TASK BRIEF →
Write out the entire listing below exactly as it appears, minus any pictures.

SUPPLIED RECORDS →
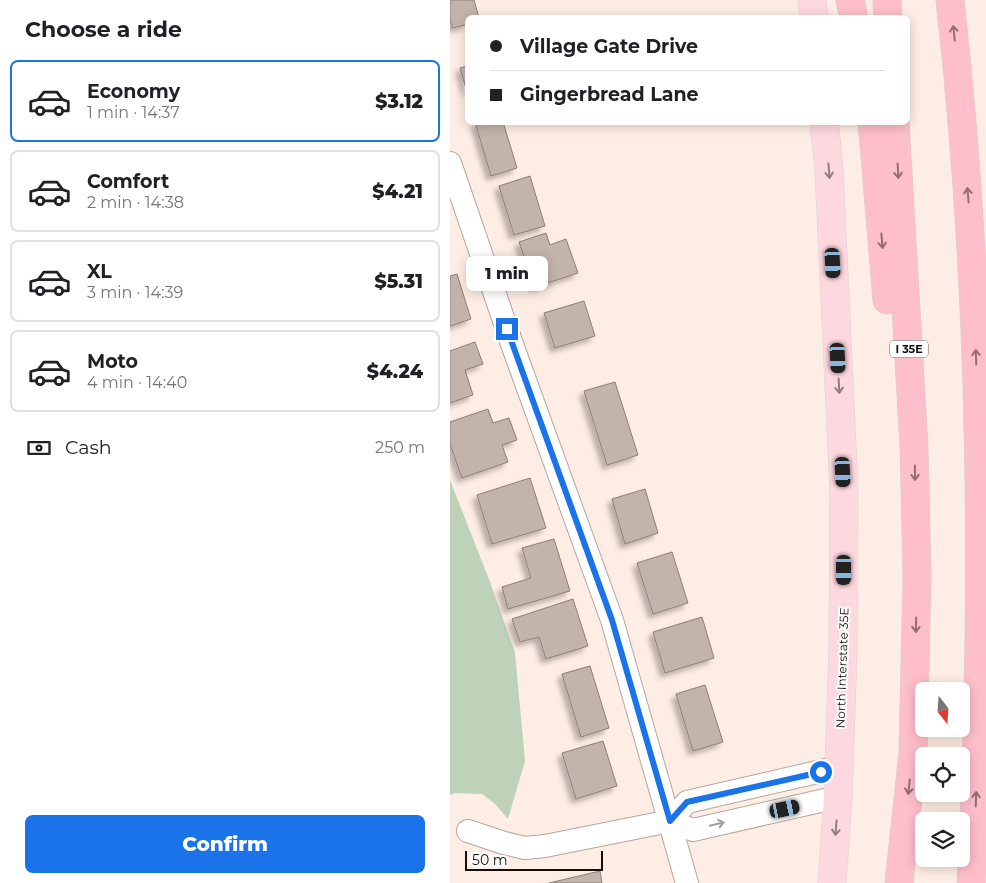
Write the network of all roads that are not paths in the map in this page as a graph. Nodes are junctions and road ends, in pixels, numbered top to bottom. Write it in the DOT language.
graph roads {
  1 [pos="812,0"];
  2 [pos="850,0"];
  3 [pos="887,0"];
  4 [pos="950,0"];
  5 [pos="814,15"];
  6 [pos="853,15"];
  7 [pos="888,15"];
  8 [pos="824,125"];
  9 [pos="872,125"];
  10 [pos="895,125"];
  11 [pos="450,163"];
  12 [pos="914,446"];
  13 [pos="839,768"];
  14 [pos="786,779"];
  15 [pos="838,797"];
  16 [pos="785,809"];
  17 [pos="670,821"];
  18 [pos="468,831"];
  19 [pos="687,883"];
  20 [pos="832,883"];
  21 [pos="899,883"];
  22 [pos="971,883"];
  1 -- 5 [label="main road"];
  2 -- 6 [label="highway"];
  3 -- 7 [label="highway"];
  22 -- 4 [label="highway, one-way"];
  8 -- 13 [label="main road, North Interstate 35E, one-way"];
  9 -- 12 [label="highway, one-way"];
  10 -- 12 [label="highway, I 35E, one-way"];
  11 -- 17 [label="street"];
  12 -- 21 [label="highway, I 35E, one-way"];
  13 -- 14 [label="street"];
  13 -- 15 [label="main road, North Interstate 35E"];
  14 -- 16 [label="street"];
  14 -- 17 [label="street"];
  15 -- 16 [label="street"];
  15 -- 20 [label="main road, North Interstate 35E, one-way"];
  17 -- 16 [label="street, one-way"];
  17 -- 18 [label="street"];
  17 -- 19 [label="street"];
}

SOLUTION TO THIS PROBLEM →
Write the network of all roads that are not paths in the map in this page as a graph. Nodes are junctions and road ends, in pixels, numbered top to bottom. Write it in the DOT language.
graph roads {
  1 [pos="812,0"];
  2 [pos="850,0"];
  3 [pos="887,0"];
  4 [pos="950,0"];
  5 [pos="814,15"];
  6 [pos="853,15"];
  7 [pos="888,15"];
  8 [pos="824,125"];
  9 [pos="872,125"];
  10 [pos="895,125"];
  11 [pos="450,163"];
  12 [pos="914,446"];
  13 [pos="839,768"];
  14 [pos="786,779"];
  15 [pos="838,797"];
  16 [pos="785,809"];
  17 [pos="670,821"];
  18 [pos="468,831"];
  19 [pos="687,883"];
  20 [pos="832,883"];
  21 [pos="899,883"];
  22 [pos="971,883"];
  1 -- 5 [label="main road"];
  2 -- 6 [label="highway"];
  3 -- 7 [label="highway"];
  22 -- 4 [label="highway, one-way"];
  8 -- 13 [label="main road, North Interstate 35E, one-way"];
  9 -- 12 [label="highway, one-way"];
  10 -- 12 [label="highway, I 35E, one-way"];
  11 -- 17 [label="street"];
  12 -- 21 [label="highway, I 35E, one-way"];
  13 -- 14 [label="street"];
  13 -- 15 [label="main road, North Interstate 35E"];
  14 -- 16 [label="street"];
  14 -- 17 [label="street"];
  15 -- 16 [label="street"];
  15 -- 20 [label="main road, North Interstate 35E, one-way"];
  17 -- 16 [label="street, one-way"];
  17 -- 18 [label="street"];
  17 -- 19 [label="street"];
}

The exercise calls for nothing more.